I need to see if Simon makes Cassian laugh like he does me, if Cassian is as tender with Simon as he once was with me when we were together.
They’re handsome apart and would no doubt be even more so together, but it’s Ian that catches my eye as he walks in late, trying to sneak in quietly. My mouth goes painfully dry, and I take a quick sip of my champagne, coughing when the bubbles burn at the back of my throat.
But saints above. Ian Reinhardt is a vision, a magazine cover model. He didn’t bother with gel and his hair is messy in the rakish way I’ve always appreciated. His tuxedo fits him like a glove, and all I want to do is unbutton the jacket, slide my hands up his abs, over his strong chest and shoulders. Saints, dressed like he is, that man looks like he’s made for sinning.
And I know the truth.
He definitely is.
But he won’t be sinning with me again, won’t touch me like he did while we were tangled together in my nest, like he couldn’t get enough of me, would never get enough of me.
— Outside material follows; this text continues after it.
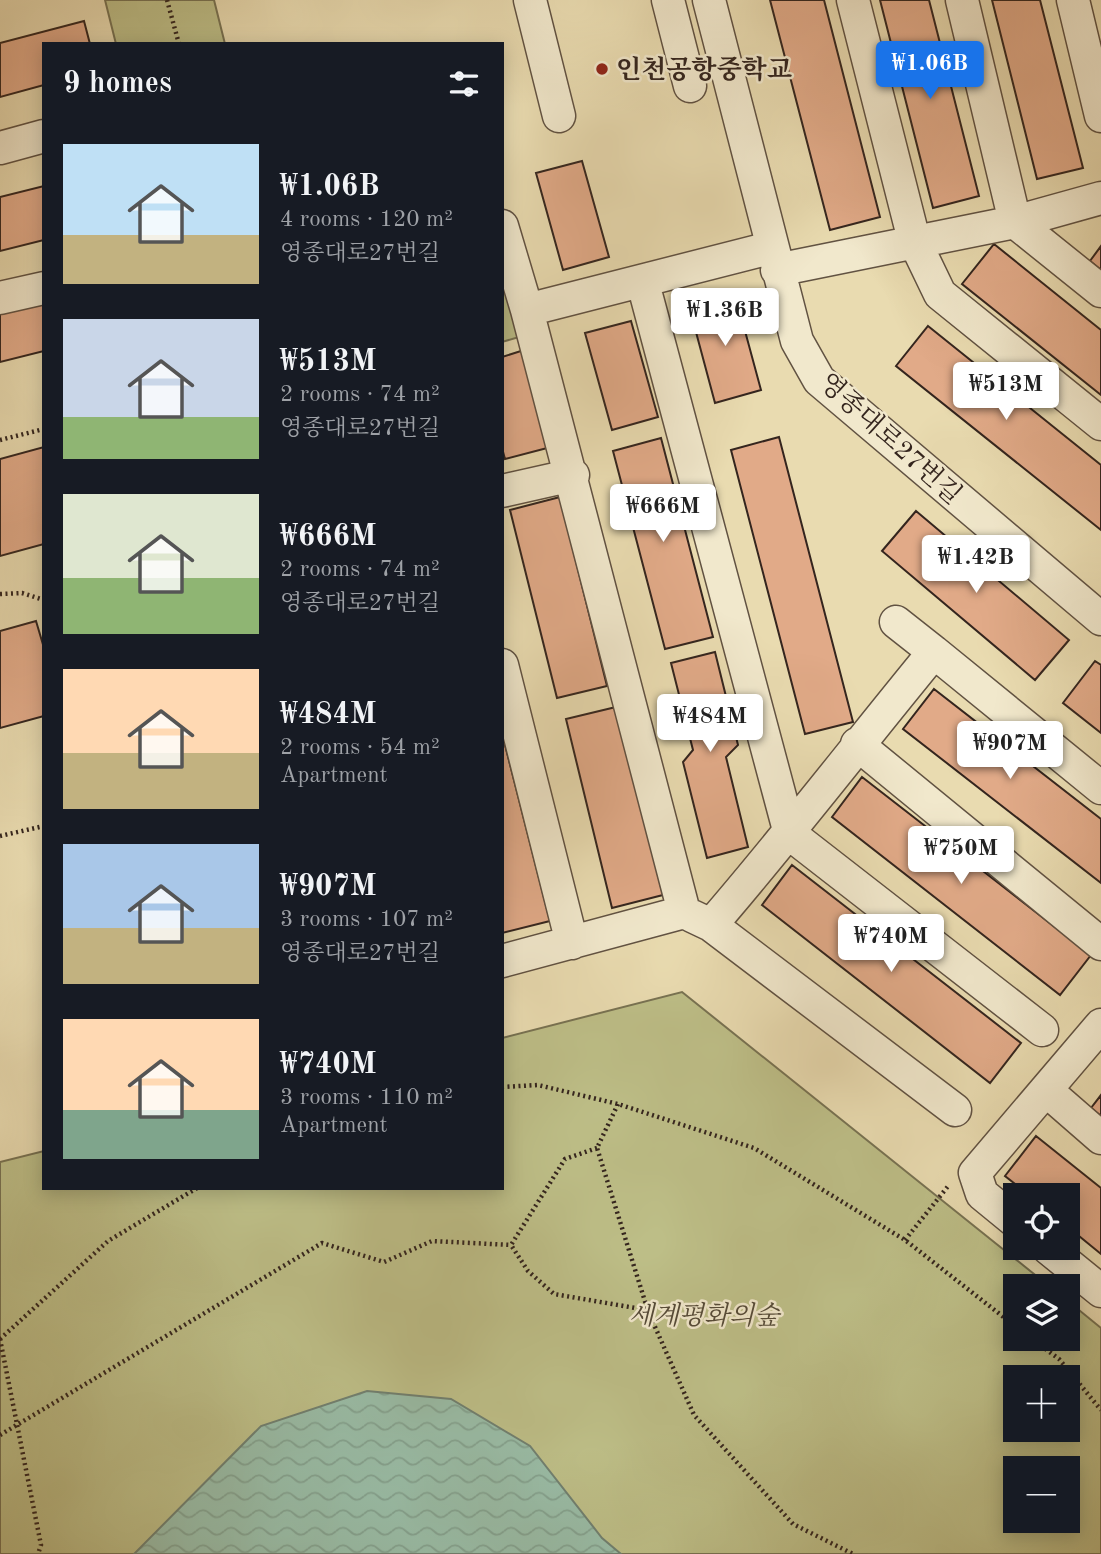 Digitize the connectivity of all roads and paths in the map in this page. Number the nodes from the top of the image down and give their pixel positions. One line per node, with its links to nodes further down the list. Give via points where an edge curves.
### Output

Willow gives me a quick jab in the side and shoots me a reproachful glare and I quickly look back at the toes of my iris-purple heels. They’re beautiful, like the dress, and just as impractical. It takes every ounce of will I have not to teeter on the slender stilettos and I know I’ll ache when I finally kick them off at the end of the night.
My hair is sprayed and pinned to perfection, elegant and so unlike the wild plait I wore as Saint Rosamund. How different I feel tonight than I did then. Behind her mask, I felt strong and powerful. Brave. Like a fighter.
I feel anything but tonight.
I was forced to get ready with Willow and Claire, an omega stylist buzzing around us, annoying Willow to no end. She couldn’t stop going on about Claire’s beauty, but she pinched at the small swell of my tummy just below my belly button as she pulled my dress on over my head. I’m utterly bare beneath it but for silicone nipple covers—and I had to fight her for those.
“Just think of all those unmated alphas in the room,” I whined. “They can’t see me so immodest. It would be chaos.”
It worked. I got the small silicone circles and nothing else beside the gown and shoes. The gown clings to my backside in a way that verges on indecent, hugs my every curve in a way that makes me want to rip it off and dash it on the ground, stomp on it in my stilettos. I feel more naked in it than I would out of it, more bared to those around me.
More vulnerable.
Just how Rad wants me.
His stare, which always returns to me, is one of savage hunger, one of depravity, and on any other alpha, my father would protest it.
Instead, he leans in to whisper to me while the headmaster continues his speech. “I do hope you’ve been obliging to Andrew Radcliffe, Juniper. His pack has offered us an incredibly lucrative contract and I may need you to play nice with him. To grease a few wheels.”
“Yes, Father,” I murmur, not looking up into his pale blue eyes.
The collar digs when I dip my head, when I duck my eyes away from my betters.
Exactly as Rad intended.
Everything he contrived of was designed to make me suffer, and suffer I do. My only saving grace is that Rad is among the seniors who will graduate and leave Fairhaven in just over a month. That Rad will disappear to Cambridge, Massachusetts, where his father’s defense firm is located. That he won’t be able to torment me any longer.